The Temple of Concord, 5th Century BC

Is there a better preserved Doric temple in the world?

This Temple is also BIG!

Olive trees supply much needed shade on a very warm day.

The Mediterranean Sea in the distance.

What are all these English speaking kids doing here?

They are from Puyallup, Washington!

They were here for the rededication of the Temple of Hera, 5th Century BC.

Fulfilling a pre-season promise from the Sicilian government, this Temple will now be referred to as the Temple of Jason in honor of J Twice's 50 TD passes last season.

It was great to see that the Puyallup city fathers donated money to send kids from Jason's elementary and junior high schools to take part in the festivities.

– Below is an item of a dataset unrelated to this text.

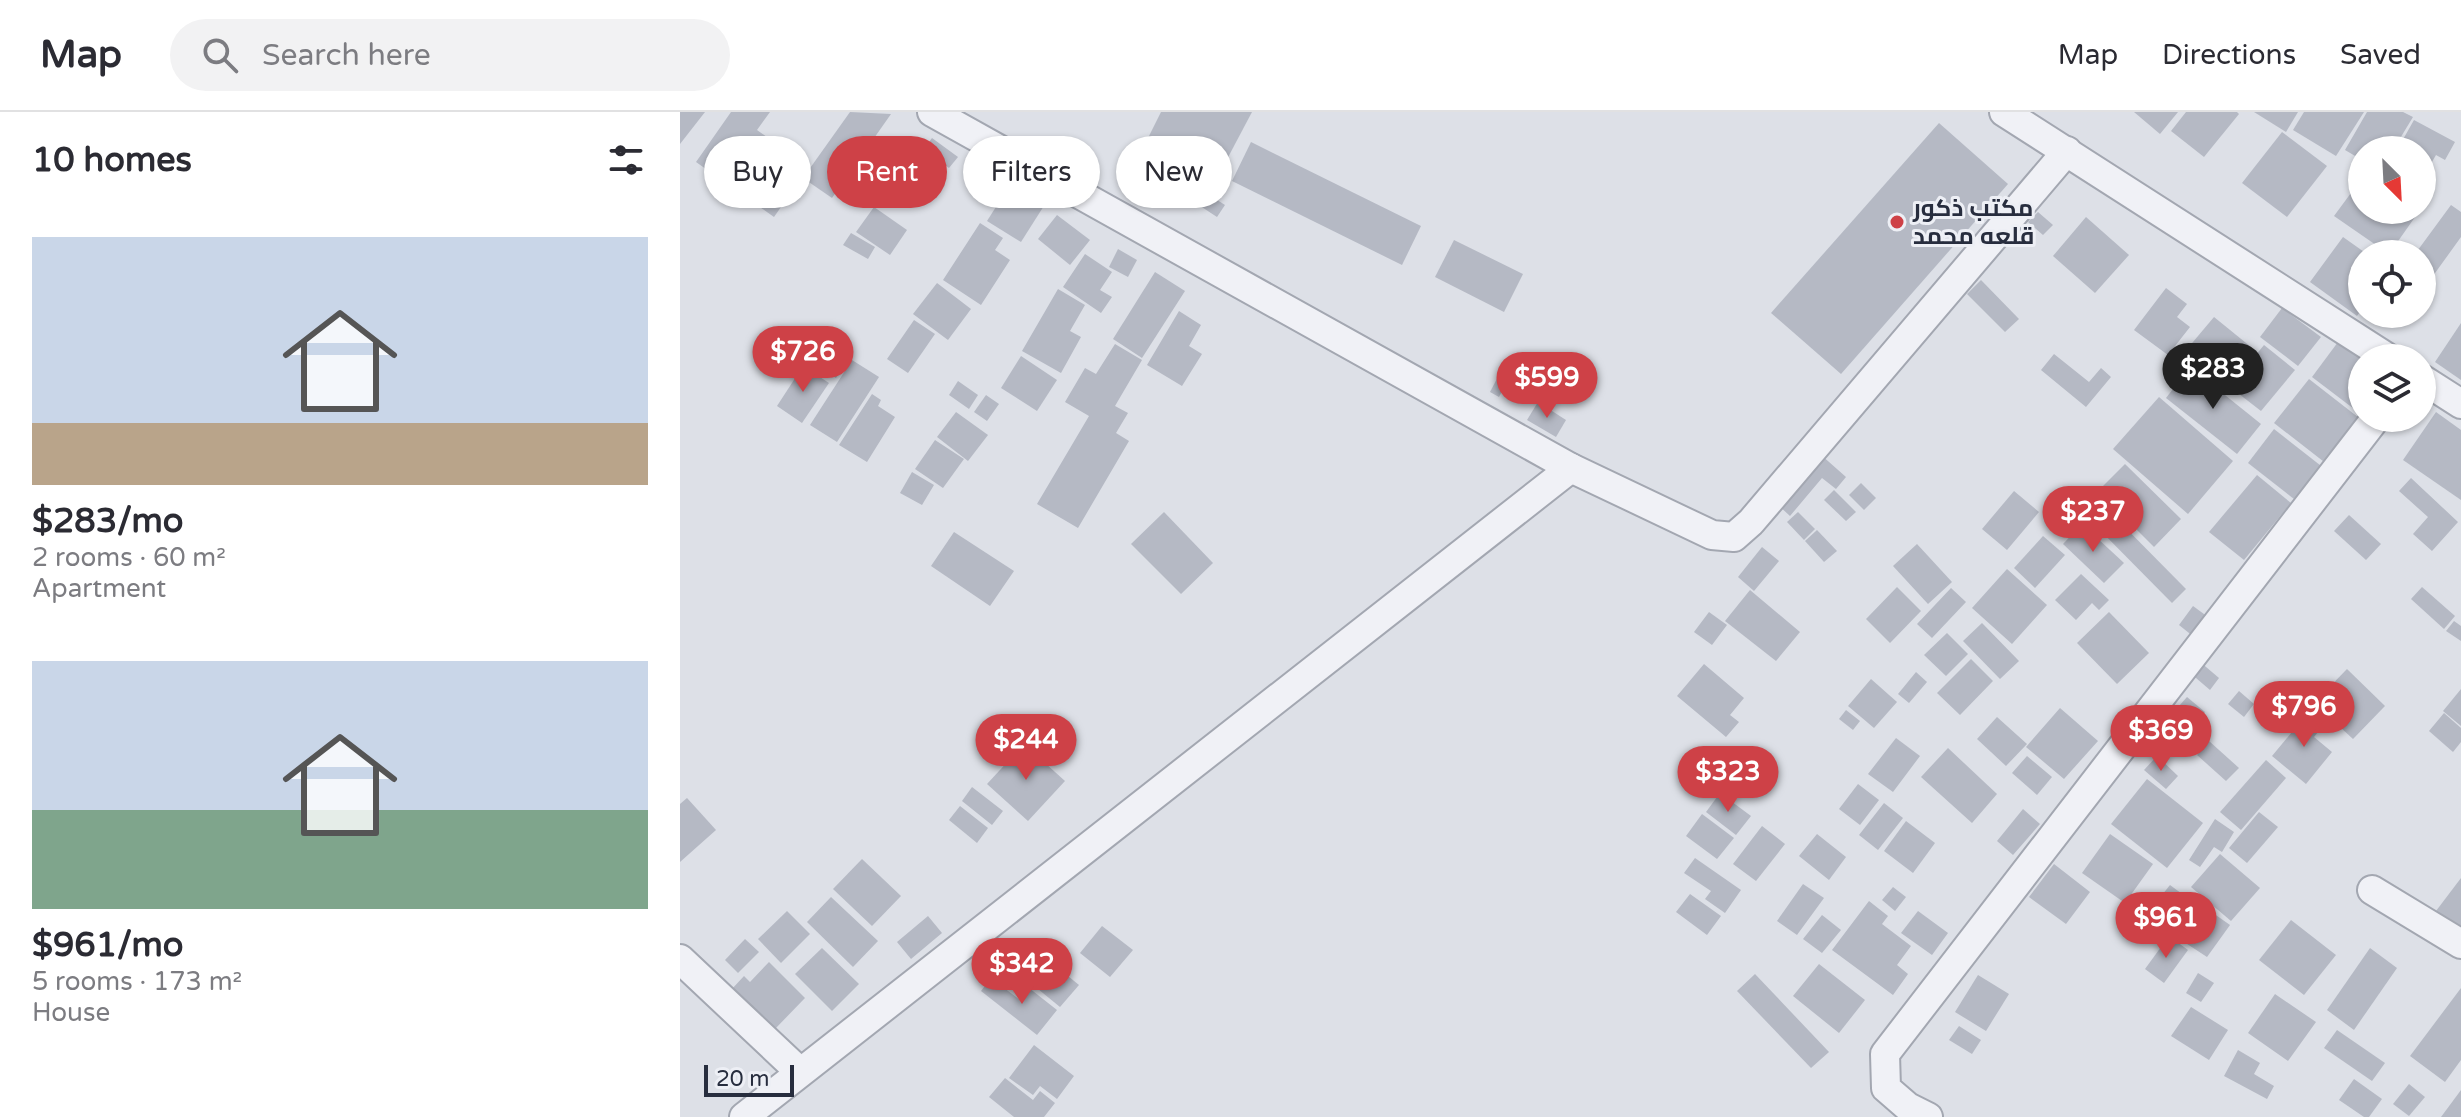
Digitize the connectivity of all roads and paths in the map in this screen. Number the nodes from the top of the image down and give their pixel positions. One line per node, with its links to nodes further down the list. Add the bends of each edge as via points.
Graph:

Three historically satisfied campers.

Now for the long walk back to the Archealogical Museum.

Is this a Greek about to do a Judo Flop?

A hand by Gunther Stilling

The Museum had an extensive exhibit of modern day sculpture Gunther Stilling.  His subjects were all ancient Greco-Roman related.

A foot, I think.


You really need to click on this one and read the description.

Tenderness in a marble sarcophagus.

Always end a visit with a Spartan Helmet!

We had to hurry back to Catania for the Junior team practice at 7:00 p.m. followed by the Elephants individual technique practice from 8:00 to 9:30.

Afterward we called it a night, but the Elephants DEMANDED that Mike go out with them to have a horse meat sandwich and homemade lemon seltz.  Since they looked like an angry mob, we decided that the safest thing to do was let him go.

He survived.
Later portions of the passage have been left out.